Good Morning, Blues:The Autobiography of Count Basie as told to Albert Murray (Da Capo Press rerelease, 2002)
This is not a new book, it was published in 1985. I just got around to reading it is all. Count Basie passed in 1984, just two months after the first draft of the book was completed. Albert Murray was a jazz critic and also a music novelist, not a biographer, which in this case was the right call, because Basie was comfortable telling him the stories, and he captured them and wrote as the fan he was. He also wrote in the vernacular, and it’s fun to read it in the cool jazz language of the Count.
The book starts with a chapter where Basie is in his early 20’s and on a musical adventure, it’s fun and exciting. Then it goes to his childhood and family and progresses chronologically from there on. He was touring with a burlesque show that ran out of gigs and cash in Kansas City, and the Count spent about a decade with KC as his headquarters. The 30’s he describes I found to be interesting. The streets and neighborhoods he frequented are still there, and it gave a history lesson, but an insider’s history lesson, it felt to me. He played the organ in a theater to back silent movies here in KC. He knew Piney Brown, he finagled his way into Bennie Moten’s orchestra because it was the coolest band he had heard. He saw Joe Turner as the singing bartender. Through the course of the book he tells about his association with so many famous musicians, Billie Holiday, Ella Fitzgerald, Louis Armstrong, Fats Waller, Earl Hines, Art Tatum, Duke Ellington, Billy Eckstein, Joe Williams, the list goes on, but I’m stopping.

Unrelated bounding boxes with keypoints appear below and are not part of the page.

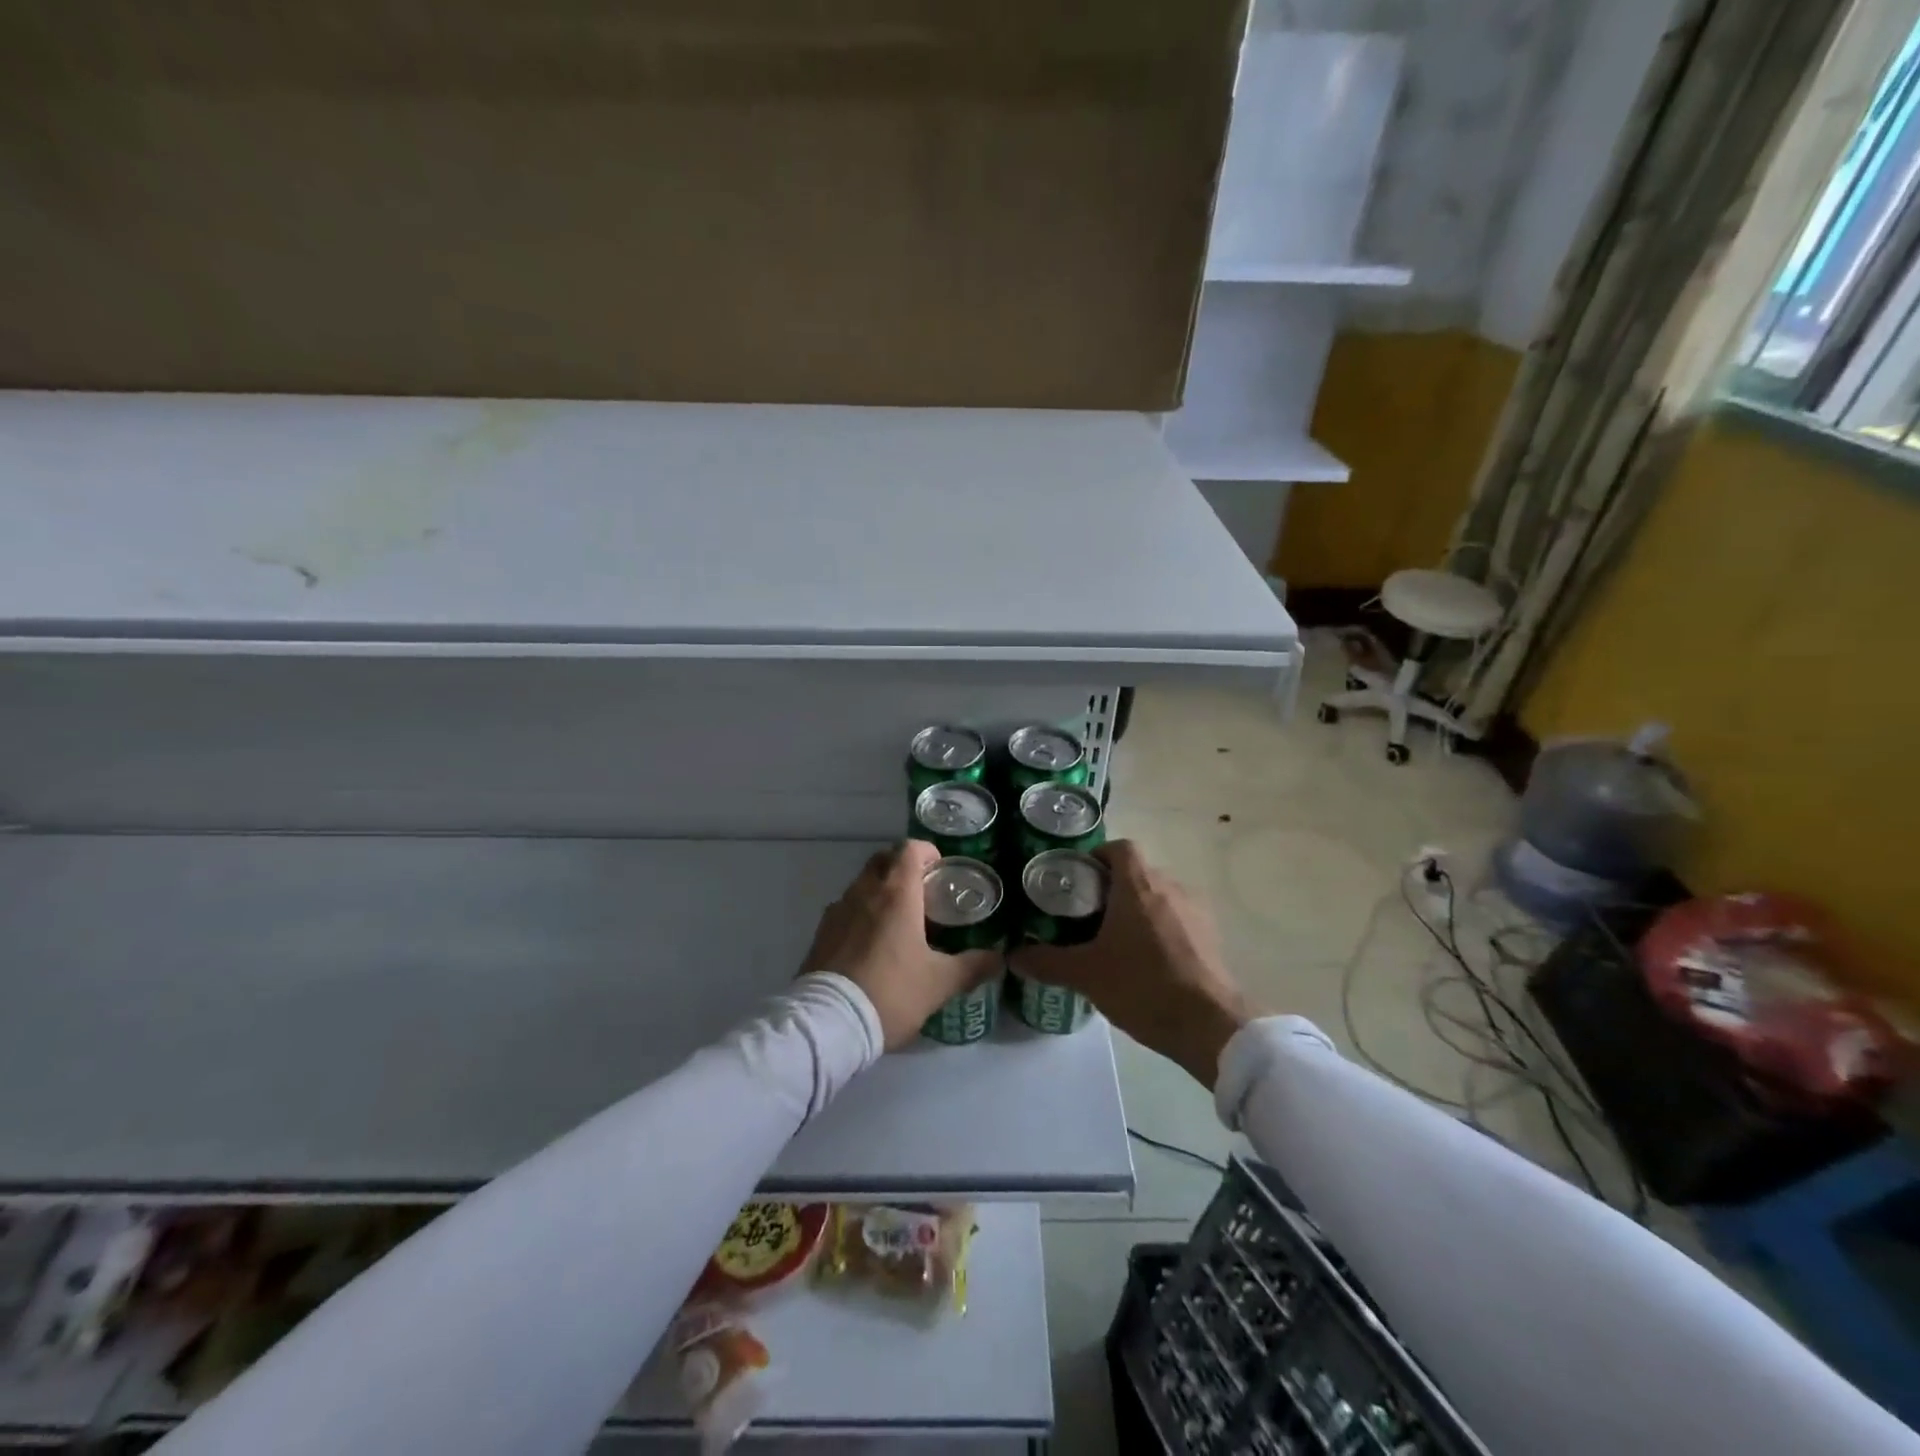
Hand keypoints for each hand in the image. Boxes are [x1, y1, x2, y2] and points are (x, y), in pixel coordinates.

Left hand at [799, 840, 1002, 1049]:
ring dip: (881, 890)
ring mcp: (838, 910)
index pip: (909, 849)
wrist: (829, 1023)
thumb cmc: (891, 992)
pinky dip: (861, 913)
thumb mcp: (939, 983)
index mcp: (896, 893)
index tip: (940, 870)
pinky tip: (872, 943)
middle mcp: (864, 891)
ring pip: (862, 884)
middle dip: (903, 866)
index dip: (927, 852)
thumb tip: (999, 958)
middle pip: (883, 860)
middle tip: (922, 892)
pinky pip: (846, 908)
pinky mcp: (821, 932)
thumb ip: (972, 967)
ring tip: (899, 921)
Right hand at [1011, 839, 1249, 1087]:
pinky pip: (1178, 918)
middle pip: (1136, 873)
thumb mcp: (1086, 975)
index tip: (1078, 881)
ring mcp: (1195, 910)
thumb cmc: (1143, 986)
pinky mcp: (1210, 935)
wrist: (1210, 1025)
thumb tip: (1013, 955)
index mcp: (1139, 885)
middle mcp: (1170, 886)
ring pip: (1158, 896)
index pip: (1119, 847)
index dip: (1097, 856)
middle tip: (1086, 917)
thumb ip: (1046, 962)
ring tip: (1115, 942)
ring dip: (1137, 910)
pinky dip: (1160, 929)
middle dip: (1111, 889)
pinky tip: (1146, 962)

The book is fun (the Count enjoyed a little taste now and again, as he put it, threw his head back) and takes you through two world wars and the blues and jazz history of our country. There are funny stories throughout and the Count wisely chooses to not air any dirty laundry, kiss and tell, or speak of others habits. He had class. Its only 400 pages and I picked it up online for the cost of shipping and handling, it was $4 bucks. There are times when the story drags, Basie felt it important to talk about every personnel change to the band that every occurred, and there were lots and he also listed every song they ever recorded by recording session. These lists were unnecessary to me and stopped the flow, but I could have just skipped forward and didn’t. I recommend the read.